Blogs

FortiGate Automation Stitch for Azure VM Micro Segmentation

By John posted Sep 29, 2021 11:56 AM

  

A FortiGate Automation Stitch brings together a Trigger and an Action. The Trigger can be internal or external to the FortiGate, when a trigger occurs one of more Actions can be initiated. The Action, like the Trigger can be internal or external to the FortiGate.

The code in the repository fortigate-automation-stitches, is an example of a FortiGate SDN Event Log being the Trigger to initiate the Action of updating an Azure Route Table to enforce VM Micro Segmentation. The SDN event log entry generated when a FortiGate Dynamic Address is updated, triggers the action of sending a Webhook to Azure. The webhook contains the information required to update the Azure route table. The Azure route table update is either the addition of a route or the removal of a route from an Azure route table.

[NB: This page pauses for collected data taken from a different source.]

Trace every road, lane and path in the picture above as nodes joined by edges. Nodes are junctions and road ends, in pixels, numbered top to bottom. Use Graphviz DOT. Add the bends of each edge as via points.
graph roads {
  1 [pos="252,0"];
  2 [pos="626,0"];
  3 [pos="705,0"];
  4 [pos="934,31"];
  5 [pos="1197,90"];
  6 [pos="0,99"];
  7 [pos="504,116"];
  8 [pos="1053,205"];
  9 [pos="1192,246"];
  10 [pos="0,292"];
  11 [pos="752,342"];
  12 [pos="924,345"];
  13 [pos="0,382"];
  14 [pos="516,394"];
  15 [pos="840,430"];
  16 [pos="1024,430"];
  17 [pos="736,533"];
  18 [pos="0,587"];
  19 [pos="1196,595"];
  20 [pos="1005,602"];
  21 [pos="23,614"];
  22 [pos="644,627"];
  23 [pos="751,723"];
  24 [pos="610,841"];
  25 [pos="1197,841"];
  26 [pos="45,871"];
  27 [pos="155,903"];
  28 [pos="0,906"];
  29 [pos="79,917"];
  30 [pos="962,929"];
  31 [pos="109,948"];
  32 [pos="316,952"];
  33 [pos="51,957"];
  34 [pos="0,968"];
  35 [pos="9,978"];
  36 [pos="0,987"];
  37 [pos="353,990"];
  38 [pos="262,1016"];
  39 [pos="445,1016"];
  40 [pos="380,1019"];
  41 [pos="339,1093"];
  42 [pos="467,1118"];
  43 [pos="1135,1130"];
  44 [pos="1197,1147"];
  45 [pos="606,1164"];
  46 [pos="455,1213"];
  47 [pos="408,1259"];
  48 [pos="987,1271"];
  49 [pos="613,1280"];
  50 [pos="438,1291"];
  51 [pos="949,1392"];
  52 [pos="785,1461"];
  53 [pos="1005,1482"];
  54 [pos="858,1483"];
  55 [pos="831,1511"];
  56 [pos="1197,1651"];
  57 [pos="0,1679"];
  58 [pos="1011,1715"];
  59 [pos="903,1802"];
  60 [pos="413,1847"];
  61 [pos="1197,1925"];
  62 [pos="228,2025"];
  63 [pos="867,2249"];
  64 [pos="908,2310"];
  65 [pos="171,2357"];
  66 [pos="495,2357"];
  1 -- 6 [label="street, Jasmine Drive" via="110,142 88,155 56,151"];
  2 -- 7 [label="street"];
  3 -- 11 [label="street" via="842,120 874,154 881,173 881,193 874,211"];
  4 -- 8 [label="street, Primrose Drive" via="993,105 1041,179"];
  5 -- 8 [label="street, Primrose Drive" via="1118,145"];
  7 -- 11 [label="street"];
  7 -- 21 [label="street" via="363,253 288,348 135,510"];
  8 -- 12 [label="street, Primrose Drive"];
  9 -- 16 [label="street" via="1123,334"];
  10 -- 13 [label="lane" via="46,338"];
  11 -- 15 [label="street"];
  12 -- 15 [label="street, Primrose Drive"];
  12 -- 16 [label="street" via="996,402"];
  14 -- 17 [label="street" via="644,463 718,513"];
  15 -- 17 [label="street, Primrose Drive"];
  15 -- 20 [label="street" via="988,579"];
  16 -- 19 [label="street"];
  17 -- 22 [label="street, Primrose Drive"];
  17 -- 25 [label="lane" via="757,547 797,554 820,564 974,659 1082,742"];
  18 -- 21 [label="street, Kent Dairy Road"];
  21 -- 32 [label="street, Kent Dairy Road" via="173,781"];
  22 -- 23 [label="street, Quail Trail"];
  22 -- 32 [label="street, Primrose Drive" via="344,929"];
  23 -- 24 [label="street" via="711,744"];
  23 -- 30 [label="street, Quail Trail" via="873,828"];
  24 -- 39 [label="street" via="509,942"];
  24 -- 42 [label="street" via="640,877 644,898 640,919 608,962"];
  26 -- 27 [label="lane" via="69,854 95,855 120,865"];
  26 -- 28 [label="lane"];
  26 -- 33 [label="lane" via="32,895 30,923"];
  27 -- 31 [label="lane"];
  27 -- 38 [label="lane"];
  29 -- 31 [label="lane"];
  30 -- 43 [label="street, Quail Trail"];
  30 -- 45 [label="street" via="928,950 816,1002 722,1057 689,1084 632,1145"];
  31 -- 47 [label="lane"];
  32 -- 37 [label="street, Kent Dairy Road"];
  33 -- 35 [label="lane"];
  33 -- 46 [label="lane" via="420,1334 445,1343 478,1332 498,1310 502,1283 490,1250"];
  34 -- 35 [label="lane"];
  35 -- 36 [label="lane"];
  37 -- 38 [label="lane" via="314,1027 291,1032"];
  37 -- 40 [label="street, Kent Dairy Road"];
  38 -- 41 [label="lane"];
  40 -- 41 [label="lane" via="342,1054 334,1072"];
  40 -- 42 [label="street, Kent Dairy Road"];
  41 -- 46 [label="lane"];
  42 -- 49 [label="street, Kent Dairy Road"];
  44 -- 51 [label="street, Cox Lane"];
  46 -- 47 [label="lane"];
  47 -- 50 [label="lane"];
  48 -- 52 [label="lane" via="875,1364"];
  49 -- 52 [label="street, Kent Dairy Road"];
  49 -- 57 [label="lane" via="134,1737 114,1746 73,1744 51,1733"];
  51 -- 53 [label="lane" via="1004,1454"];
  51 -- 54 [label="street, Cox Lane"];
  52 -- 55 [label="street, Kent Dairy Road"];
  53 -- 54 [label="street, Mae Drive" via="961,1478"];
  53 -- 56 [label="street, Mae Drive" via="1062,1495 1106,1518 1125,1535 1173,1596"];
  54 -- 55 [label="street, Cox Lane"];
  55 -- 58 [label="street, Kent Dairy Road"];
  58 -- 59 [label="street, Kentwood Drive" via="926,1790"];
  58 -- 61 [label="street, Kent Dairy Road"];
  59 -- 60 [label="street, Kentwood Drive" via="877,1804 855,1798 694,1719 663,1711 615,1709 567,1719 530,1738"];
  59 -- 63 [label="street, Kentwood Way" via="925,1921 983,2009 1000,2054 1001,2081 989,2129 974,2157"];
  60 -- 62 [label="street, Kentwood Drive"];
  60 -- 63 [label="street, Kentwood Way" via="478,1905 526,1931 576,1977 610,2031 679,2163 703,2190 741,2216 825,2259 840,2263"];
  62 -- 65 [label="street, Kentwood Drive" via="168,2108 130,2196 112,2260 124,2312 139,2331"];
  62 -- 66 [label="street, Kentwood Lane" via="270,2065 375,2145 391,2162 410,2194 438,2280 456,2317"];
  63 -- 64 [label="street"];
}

The FortiGate Automation Stitch Azure route table updates are made to support Micro Segmentation of VMs in FortiGate protected networks. In Azure, VMs on the same subnet and network typically have the ability to communicate without restriction. Network Security Groups can be implemented to manage VM communication, however this can be a time intensive process and NSGs do not have the ability to inspect traffic in as thoroughly as a FortiGate. Adding a VM's IP address to the Azure route table where the FortiGate is the next hop can ensure that VM to VM communication is routed via the FortiGate. VM to VM traffic inspection in the same subnet or network space significantly improves security.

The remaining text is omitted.